*** Opening Entries shown ***

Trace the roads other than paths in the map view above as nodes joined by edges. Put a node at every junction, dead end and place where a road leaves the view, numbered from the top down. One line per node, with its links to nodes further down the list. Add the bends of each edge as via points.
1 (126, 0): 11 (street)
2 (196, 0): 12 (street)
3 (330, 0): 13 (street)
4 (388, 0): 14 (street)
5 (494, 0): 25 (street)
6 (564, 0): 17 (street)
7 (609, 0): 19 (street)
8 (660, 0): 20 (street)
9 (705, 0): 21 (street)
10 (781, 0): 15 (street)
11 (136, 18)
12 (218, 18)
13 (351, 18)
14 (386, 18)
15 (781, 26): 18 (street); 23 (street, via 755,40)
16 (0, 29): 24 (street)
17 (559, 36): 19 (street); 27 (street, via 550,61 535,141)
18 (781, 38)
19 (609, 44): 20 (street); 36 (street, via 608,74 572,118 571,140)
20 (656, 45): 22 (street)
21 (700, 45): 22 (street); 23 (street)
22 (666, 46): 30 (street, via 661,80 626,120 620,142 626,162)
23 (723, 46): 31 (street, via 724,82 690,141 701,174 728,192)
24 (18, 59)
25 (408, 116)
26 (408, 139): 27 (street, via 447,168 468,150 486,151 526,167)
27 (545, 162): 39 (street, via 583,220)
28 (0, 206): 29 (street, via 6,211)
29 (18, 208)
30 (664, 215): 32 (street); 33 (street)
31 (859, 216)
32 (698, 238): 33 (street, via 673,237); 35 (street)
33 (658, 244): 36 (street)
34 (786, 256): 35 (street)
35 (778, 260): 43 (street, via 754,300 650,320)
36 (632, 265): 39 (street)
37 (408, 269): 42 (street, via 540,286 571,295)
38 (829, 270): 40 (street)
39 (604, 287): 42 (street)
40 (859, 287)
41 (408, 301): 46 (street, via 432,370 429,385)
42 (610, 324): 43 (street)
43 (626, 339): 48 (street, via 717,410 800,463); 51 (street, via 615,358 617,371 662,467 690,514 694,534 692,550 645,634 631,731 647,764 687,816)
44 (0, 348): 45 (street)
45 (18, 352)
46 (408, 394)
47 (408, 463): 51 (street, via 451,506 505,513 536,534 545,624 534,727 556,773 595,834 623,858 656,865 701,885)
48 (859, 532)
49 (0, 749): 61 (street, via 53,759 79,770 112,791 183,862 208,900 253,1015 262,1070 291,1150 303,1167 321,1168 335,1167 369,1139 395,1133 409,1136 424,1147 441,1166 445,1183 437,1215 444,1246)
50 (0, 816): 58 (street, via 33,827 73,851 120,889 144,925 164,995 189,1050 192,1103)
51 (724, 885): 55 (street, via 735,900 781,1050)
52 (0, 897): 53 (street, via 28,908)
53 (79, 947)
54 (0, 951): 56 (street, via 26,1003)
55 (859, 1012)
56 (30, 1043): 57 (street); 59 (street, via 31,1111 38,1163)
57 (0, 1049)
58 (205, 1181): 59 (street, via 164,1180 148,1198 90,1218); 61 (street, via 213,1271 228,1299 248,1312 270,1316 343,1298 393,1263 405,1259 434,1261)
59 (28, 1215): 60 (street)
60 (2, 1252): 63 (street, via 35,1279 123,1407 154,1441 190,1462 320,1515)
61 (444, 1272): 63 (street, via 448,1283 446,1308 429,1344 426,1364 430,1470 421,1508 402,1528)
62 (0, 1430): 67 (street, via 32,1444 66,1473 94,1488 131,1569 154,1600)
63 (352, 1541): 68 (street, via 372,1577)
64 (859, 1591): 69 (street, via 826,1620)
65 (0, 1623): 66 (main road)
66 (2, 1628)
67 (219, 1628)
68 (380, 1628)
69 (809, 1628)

*** Closing Entries shown ***
*** Opening Entries shown ***

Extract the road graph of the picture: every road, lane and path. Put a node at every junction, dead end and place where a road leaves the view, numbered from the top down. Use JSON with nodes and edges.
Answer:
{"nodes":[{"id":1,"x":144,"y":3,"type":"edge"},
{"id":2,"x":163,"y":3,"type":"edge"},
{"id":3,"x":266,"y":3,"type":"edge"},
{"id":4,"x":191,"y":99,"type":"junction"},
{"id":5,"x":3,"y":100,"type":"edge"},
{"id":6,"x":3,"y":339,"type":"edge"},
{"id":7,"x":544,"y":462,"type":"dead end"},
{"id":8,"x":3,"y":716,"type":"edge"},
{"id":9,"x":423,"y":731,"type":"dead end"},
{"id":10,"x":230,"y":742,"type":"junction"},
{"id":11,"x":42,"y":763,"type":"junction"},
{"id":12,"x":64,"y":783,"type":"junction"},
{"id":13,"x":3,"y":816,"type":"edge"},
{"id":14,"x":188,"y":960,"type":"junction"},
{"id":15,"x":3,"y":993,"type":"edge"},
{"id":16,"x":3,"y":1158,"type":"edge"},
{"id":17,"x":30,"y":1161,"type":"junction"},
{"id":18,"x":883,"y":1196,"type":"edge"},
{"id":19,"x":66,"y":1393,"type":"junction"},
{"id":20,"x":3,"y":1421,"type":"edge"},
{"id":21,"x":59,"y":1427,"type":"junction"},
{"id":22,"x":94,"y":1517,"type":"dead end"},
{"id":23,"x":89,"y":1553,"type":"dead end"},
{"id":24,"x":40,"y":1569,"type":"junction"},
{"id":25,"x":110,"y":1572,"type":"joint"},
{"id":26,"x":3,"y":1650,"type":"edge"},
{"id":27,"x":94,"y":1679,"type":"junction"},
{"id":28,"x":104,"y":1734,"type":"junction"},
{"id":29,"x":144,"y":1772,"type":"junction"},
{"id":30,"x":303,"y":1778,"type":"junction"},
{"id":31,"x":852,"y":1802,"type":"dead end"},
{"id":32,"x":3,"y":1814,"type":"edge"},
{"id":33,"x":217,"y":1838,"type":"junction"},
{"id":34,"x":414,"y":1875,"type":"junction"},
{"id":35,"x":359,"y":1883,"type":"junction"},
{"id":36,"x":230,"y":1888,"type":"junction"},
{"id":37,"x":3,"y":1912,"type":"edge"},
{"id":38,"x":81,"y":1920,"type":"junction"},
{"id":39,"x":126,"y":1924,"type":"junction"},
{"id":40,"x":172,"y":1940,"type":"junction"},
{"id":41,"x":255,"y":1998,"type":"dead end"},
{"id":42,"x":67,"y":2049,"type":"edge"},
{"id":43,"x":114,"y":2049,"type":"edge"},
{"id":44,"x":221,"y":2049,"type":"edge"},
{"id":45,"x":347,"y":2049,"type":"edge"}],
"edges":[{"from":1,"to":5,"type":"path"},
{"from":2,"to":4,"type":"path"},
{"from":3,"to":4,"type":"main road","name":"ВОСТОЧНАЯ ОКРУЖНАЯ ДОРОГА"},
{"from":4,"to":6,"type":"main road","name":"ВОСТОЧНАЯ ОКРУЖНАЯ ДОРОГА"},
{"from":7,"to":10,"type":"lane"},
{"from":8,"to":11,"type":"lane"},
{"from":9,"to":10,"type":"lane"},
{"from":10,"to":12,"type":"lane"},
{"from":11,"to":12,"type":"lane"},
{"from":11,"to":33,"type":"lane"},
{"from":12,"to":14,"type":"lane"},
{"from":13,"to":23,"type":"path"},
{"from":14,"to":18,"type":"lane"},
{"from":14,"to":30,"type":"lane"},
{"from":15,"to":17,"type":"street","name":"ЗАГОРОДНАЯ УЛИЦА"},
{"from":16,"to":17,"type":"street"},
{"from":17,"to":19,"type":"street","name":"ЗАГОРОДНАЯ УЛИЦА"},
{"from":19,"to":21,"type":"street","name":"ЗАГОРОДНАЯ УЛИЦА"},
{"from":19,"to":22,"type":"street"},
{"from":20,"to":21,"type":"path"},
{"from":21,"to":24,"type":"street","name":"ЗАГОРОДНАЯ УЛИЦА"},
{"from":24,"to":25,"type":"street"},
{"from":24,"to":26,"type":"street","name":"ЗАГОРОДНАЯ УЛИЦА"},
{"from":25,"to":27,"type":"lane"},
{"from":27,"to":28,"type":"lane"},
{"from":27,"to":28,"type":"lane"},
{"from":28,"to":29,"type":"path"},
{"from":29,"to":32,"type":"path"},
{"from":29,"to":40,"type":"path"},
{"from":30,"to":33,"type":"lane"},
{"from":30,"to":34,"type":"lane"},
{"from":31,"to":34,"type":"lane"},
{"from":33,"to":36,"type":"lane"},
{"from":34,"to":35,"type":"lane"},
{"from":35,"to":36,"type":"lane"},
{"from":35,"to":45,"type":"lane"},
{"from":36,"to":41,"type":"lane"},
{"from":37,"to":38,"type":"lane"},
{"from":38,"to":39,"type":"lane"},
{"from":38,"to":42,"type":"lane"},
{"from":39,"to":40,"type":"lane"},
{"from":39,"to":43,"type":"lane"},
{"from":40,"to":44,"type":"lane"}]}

*** Closing Entries shown ***
*** Opening Entries shown ***

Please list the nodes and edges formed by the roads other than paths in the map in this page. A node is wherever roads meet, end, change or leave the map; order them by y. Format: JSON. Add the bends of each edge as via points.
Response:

*** Closing Entries shown ***

## Exercise details
Report each line of the data in which "JSON" occurs.

## Your solution
Extract the road graph of the picture: every road, lane and path. Put a node at every junction, dead end and place where a road leaves the view, numbered from the top down. Use JSON with nodes and edges.
Please list the nodes and edges formed by the roads other than paths in the map in this page. A node is wherever roads meet, end, change or leave the map; order them by y. Format: JSON. Add the bends of each edge as via points.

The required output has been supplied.